_What you will do_.
Only one span belongs in the answer: the line holding "index mcp: (310, 142)" through the last line of the entries below, retyped exactly.

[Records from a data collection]
"""

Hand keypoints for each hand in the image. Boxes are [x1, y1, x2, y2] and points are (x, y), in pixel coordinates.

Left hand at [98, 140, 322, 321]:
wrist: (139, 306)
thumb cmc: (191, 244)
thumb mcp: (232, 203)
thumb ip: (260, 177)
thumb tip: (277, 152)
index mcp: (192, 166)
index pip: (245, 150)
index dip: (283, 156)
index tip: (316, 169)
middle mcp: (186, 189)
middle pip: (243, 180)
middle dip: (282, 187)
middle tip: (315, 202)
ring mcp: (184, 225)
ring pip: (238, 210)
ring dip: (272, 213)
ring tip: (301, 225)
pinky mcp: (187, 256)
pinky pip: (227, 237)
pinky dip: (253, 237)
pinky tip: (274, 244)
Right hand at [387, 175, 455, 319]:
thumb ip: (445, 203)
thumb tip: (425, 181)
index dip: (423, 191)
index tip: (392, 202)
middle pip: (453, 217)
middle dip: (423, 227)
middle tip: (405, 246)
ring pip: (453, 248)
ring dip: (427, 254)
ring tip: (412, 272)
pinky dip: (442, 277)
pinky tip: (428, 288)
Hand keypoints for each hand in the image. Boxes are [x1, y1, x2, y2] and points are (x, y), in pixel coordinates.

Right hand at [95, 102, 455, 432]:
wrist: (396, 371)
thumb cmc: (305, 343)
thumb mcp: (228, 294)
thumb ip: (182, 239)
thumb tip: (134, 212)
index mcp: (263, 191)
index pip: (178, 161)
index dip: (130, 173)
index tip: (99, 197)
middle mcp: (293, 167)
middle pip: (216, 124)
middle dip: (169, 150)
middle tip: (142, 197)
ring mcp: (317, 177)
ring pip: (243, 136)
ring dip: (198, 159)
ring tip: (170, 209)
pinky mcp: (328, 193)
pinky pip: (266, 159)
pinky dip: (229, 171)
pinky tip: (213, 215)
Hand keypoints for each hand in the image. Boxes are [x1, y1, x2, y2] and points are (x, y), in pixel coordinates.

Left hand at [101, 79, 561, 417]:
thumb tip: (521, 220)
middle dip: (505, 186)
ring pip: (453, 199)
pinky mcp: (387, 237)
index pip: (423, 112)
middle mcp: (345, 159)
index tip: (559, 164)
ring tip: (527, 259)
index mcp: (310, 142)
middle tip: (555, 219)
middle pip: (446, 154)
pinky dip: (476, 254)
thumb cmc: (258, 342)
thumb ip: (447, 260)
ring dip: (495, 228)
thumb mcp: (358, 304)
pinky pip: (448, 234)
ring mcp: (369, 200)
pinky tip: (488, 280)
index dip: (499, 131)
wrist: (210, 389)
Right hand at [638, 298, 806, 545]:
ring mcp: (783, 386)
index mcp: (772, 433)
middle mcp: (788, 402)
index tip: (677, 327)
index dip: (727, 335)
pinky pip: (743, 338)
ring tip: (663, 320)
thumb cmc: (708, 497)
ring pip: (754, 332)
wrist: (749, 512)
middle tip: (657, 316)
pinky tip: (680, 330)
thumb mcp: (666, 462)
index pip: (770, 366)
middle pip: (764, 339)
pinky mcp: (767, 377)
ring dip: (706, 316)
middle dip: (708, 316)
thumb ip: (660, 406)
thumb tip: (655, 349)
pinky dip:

"""

_Answer box_.
index mcp: (310, 142)
middle tip: (555, 219)
middle pip: (446, 154)
pinky dip: (476, 254)
thumb cmc: (258, 342)
thumb ip: (447, 260)
ring dip: (495, 228)
thumb mcp: (358, 304)
pinky pip: (448, 234)
ring mcp: (369, 200)
pinky tip: (488, 280)
index dip: (499, 131)
wrist: (210, 389)
Right hand at [638, 298, 806, 545]:
ring mcp: (783, 386)
index mcp: (772, 433)
middle mcp: (788, 402)
index tip: (677, 327)
index dip: (727, 335)
pinky pip: (743, 338)
ring tip: (663, 320)
thumb cmc: (708, 497)
ring pip: (754, 332)
wrist: (749, 512)
middle tip: (657, 316)
pinky tip: (680, 330)
thumb mcp: (666, 462)
index pip: (770, 366)
middle pip: (764, 339)
pinky mcp: (767, 377)
ring dip: (706, 316)
middle dip: (708, 316)
thumb ip: (660, 406)
thumb tip: (655, 349)
pinky dip:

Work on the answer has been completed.